The brand has stayed with many generations as a rock solid companion in rational and irrational ways. When I was a child and I came to know that Taj Group of Hotels belonged to Tata Group, I felt so happy.

As I brewed a passion for Parenting & Leadership, I found Ratan Tata to be an extremely exemplary Parent. He is my favourite Parent.

Remember, I always believe in Parenting to be an emotion and the most sacred form of Leadership.

Parents are emotional leaders who love to work with people – give chances to them, show confidence in them, encourage them and empower them.

Parents are also silent strategists who deliberately show that they have relegated all powers to their progeny when they actually keep track of overall family environment and the ensuing sentiments.

They are a dangerously determined lot who can lead any crisis at any hour when it involves their children in whom they have invested themselves.

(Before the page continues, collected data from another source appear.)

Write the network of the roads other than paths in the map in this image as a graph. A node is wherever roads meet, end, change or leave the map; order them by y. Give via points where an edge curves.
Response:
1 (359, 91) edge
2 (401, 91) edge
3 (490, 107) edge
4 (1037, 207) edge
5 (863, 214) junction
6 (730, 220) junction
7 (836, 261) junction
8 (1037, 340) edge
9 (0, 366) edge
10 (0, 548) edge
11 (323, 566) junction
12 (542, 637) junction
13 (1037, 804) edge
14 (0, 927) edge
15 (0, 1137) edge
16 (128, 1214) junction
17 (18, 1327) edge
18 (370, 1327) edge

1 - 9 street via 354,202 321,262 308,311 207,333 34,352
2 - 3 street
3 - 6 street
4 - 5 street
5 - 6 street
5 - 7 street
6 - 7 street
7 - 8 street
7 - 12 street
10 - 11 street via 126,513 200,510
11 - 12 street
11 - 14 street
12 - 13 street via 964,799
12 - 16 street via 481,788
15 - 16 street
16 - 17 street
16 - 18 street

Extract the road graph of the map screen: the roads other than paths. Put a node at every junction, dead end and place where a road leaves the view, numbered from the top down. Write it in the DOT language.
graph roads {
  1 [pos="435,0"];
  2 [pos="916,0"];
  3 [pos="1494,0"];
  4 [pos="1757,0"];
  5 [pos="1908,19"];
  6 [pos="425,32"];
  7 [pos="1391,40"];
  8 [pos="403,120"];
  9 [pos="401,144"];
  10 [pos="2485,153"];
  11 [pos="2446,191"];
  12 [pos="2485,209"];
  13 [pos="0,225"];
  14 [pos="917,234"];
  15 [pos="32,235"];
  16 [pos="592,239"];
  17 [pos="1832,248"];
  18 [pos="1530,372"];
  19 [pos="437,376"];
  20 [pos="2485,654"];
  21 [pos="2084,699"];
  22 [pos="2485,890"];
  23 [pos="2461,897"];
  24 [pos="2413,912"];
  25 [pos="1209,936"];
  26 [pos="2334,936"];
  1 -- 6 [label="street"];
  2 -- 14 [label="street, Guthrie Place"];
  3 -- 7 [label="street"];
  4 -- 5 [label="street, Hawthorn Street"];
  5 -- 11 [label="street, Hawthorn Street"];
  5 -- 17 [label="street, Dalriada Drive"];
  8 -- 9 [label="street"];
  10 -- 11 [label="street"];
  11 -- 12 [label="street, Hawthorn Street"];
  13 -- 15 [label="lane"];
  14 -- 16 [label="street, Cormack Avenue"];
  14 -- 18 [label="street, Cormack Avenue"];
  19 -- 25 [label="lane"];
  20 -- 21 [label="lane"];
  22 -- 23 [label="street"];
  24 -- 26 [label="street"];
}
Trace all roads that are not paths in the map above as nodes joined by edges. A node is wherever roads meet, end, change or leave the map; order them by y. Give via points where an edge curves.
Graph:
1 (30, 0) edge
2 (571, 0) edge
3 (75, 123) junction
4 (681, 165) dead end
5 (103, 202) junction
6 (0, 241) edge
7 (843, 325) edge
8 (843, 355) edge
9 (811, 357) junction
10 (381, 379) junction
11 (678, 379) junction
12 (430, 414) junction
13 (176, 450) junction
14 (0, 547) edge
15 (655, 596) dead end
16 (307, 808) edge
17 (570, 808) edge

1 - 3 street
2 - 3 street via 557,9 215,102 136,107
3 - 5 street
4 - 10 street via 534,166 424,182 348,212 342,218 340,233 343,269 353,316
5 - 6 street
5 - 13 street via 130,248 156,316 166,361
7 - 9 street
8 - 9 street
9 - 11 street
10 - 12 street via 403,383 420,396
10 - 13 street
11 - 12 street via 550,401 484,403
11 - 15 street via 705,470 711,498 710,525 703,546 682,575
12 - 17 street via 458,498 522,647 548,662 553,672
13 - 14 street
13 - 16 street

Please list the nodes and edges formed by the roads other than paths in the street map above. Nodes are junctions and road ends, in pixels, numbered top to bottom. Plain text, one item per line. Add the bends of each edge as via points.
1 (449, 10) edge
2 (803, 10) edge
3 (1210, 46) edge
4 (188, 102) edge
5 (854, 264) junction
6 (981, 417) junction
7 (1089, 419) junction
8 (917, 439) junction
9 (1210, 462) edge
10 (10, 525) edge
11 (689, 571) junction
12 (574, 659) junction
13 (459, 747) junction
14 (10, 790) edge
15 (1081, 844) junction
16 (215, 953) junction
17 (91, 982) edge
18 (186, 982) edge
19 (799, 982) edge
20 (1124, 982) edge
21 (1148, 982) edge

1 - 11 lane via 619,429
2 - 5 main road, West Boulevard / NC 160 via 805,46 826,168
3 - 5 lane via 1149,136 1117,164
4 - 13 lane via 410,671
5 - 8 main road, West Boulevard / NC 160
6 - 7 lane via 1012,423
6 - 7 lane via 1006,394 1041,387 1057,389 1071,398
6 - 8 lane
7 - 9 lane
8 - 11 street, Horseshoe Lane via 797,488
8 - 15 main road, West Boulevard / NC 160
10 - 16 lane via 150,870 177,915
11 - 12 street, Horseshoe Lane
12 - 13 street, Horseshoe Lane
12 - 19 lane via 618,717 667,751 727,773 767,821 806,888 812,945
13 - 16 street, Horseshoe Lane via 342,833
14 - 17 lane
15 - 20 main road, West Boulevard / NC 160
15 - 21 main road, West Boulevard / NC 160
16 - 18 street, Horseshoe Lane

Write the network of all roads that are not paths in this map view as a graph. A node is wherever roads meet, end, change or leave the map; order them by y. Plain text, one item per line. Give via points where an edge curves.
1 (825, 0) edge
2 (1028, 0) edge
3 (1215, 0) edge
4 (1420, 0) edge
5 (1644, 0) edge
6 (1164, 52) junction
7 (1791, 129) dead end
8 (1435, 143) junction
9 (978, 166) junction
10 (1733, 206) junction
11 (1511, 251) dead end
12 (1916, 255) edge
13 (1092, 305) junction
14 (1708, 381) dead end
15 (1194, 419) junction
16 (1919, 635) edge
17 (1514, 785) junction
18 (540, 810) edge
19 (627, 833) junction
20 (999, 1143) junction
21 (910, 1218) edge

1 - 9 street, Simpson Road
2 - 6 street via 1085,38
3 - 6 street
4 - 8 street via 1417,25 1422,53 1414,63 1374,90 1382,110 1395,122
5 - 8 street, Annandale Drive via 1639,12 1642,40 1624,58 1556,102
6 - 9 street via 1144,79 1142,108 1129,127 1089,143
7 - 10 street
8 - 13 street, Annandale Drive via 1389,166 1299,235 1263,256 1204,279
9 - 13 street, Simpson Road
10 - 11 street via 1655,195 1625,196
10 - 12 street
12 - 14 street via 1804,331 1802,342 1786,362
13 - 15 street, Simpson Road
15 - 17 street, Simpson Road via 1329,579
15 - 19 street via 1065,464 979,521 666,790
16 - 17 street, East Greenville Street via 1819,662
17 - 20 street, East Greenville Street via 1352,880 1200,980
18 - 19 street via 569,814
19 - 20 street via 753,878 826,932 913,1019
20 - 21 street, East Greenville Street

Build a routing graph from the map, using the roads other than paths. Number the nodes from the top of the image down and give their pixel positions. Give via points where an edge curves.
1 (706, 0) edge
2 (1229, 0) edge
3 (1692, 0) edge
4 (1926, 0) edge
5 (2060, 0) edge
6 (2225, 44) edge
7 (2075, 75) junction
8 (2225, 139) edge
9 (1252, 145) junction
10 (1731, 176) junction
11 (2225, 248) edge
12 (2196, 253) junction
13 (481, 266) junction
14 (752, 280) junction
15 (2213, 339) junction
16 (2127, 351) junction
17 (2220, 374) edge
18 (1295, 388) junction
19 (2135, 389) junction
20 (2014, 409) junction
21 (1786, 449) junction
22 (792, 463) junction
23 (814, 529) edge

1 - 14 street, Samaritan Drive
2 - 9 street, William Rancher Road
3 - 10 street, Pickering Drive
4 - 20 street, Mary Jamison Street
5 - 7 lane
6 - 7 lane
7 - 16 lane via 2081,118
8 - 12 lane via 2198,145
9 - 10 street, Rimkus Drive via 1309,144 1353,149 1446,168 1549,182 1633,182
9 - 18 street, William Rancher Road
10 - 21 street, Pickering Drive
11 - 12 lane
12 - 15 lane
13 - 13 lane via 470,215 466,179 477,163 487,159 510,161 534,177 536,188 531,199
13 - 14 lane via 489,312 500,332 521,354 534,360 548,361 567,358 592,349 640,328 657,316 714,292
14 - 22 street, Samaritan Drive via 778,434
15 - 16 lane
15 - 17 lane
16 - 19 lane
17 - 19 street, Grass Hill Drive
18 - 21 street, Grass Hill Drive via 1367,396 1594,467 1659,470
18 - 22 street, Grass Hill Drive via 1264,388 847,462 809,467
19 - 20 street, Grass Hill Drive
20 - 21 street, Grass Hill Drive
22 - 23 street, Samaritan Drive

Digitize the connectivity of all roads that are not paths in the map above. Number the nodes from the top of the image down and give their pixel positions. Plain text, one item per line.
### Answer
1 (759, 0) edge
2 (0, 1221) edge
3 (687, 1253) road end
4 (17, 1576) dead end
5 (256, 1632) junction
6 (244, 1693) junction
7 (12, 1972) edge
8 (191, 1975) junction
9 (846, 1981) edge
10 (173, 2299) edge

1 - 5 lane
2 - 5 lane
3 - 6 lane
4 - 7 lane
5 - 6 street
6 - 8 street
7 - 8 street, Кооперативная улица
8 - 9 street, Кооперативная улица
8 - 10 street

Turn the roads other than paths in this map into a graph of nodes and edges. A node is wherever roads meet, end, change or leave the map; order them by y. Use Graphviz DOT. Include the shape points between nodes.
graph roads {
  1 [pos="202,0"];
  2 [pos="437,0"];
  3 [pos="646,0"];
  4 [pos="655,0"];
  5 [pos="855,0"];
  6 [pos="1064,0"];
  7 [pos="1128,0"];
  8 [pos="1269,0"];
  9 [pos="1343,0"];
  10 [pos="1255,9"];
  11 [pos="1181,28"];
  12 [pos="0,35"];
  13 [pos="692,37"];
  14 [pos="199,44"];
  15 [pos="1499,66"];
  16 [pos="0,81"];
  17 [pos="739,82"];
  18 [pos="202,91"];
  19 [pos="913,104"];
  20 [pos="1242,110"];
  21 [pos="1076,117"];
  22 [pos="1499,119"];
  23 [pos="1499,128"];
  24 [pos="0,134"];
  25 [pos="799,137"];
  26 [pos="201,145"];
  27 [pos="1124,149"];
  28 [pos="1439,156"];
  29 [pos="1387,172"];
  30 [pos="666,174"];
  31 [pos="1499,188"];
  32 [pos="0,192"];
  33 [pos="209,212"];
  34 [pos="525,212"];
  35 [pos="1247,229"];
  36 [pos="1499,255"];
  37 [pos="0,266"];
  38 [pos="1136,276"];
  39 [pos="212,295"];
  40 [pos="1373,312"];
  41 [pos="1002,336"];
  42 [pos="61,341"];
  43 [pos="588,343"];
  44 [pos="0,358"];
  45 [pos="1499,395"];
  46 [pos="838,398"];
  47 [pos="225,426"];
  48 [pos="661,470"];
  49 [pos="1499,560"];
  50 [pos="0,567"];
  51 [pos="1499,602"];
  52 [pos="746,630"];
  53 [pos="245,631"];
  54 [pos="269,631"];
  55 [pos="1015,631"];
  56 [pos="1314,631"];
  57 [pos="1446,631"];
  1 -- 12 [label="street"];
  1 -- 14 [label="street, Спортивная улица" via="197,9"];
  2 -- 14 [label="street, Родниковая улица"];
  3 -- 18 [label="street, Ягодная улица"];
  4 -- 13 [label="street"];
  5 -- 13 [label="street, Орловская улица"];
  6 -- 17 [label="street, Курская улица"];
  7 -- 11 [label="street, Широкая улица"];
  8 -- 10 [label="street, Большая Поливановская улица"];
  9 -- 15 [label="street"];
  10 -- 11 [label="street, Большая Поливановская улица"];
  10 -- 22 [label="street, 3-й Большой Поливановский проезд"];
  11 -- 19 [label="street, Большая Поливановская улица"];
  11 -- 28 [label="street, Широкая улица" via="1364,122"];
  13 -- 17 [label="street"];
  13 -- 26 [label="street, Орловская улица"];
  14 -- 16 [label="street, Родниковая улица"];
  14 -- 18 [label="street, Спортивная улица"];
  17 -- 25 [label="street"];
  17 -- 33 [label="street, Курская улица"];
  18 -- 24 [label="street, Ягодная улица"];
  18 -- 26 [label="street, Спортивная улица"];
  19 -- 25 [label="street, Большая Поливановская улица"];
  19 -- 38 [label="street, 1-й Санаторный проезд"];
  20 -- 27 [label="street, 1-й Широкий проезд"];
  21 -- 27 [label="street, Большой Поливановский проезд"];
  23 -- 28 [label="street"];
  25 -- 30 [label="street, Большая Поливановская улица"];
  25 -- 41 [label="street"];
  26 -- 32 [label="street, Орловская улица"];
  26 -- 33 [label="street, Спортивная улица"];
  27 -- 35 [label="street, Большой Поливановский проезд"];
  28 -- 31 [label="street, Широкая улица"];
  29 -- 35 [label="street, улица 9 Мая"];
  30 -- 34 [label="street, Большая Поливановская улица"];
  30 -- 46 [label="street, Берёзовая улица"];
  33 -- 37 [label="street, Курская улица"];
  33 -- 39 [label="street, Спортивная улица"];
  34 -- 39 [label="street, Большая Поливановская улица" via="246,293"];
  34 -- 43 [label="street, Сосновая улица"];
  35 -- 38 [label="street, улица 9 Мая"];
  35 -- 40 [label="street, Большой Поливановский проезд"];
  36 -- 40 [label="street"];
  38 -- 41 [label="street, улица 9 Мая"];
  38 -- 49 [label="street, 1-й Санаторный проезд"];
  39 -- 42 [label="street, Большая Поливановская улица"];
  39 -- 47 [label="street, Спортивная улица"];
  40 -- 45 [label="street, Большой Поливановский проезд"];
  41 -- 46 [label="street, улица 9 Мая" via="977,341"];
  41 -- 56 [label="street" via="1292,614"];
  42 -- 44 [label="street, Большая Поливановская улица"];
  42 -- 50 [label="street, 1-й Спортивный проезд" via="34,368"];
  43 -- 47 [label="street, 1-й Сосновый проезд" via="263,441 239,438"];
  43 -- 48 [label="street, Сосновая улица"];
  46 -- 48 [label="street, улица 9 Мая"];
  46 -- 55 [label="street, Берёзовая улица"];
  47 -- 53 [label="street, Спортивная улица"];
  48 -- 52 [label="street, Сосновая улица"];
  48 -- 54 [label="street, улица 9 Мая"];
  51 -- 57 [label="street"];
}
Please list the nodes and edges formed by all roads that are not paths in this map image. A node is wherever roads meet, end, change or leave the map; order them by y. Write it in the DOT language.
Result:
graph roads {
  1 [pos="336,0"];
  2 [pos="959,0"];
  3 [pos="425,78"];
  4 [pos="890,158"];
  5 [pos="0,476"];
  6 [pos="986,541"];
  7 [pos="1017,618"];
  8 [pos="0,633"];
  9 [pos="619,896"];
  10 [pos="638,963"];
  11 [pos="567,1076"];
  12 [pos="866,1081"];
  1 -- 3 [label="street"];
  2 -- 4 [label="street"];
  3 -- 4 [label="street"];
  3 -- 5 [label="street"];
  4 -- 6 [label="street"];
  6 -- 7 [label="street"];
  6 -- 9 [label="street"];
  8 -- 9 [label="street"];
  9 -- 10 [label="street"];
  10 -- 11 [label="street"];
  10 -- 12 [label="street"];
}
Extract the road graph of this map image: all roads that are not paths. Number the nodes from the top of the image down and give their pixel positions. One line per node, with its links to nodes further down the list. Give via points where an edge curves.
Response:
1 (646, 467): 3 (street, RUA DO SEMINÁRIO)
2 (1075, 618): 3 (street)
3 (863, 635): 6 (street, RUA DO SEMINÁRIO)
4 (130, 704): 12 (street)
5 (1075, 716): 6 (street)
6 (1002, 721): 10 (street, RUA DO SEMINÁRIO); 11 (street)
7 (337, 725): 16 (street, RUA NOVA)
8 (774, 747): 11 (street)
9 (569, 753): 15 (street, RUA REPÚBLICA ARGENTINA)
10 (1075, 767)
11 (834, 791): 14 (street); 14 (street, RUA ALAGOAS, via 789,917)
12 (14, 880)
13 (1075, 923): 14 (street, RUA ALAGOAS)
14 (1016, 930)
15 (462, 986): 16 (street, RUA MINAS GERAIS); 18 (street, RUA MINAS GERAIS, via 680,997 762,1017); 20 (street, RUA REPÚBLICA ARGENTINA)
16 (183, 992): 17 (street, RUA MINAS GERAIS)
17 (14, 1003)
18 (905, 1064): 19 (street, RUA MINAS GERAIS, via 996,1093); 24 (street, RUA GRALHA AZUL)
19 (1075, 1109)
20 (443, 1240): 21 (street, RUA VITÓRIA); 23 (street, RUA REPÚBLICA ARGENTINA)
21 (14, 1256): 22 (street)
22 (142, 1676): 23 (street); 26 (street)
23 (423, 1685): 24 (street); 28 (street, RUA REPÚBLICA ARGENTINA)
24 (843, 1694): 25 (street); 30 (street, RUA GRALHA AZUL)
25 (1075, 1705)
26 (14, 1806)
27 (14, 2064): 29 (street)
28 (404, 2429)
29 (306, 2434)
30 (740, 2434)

The emotion that we experience with the brand TATA is far deeper than the rare crisis Tata Group has stormed into.

There are various theories being propounded at the moment about whys, hows and what nows. The imminent lessons learnt are:

  1. CULTURE IS STILL IMPORTANT: Culture doesn’t mean symbols. It doesn’t mean teary advertisements. Culture means the core values that you most certainly stand for.

Culture is deep rooted to have an impact. You cannot start fiddling with long standing norms in the name of staying relevant with changing times.

The longer a tree has been around, the deeper and stronger the roots are. The older the trunk of such a tree is, the denser the branches would be.

When it shakes itself even a bit, it causes a storm. It is pretty problematic to strive to re-engineer the roots of such a tree, even if it offers less shade or fruits.

Respecting the roots before championing change is required. Change for longevity and growth of the tree is needed but a young branch cannot steer a new action plan without taking the trunk into confidence.

  1. ACTIONS ALWAYS SPEAK LOUDER THAN WORDS: No amount of verbal or written jugglery can explain the sudden and shocking action.

Such an action without words can only result when the danger is much deeper than what meets the eye.

Such an action goes against corporate ethics of the behemoth. Wouldn’t the conglomerate know that in certain terms?

If such an action is still taken which has a rippling effect forever, it surely means that it was urgently required for reasons that are unknown and will remain so.

A sensible and relevantly active parent like Mr. Tata who understands the present pulse of the new start-up energy, cannot falter in decision making with his first child.

His speedy, sudden, shocking action cannot be frivolous or without thought.

  1. SUCCESSION PLANNING NEEDS CAREFUL THOUGHT, LONG NURTURING AND OODLES OF LUCK: Succession Planning is a dark horse in our scenario planning. It suddenly becomes the most relevant decision for the road forward. A time consuming shaping up is mandatory. Nothing can replace ‘time factor’ in grooming the right person for the tough job. Starting something from scratch is far easier than fitting into famous, droolworhty shoes.

Despite of right genes and perfect grooming, a successor can fail to fulfil the expectations for a number of unexplainable reasons. Call it luck or call it market sentiment. A worthy successor is harder to find if the predecessor is a legend.

Anyone in this role could have faltered. The road ahead is fraught with ‘urgency to choose a dependable younger successor’ while humming “the once bitten twice shy” tune.

The experience called TATA will live. The story called TATA becomes more interesting and ground-breaking now.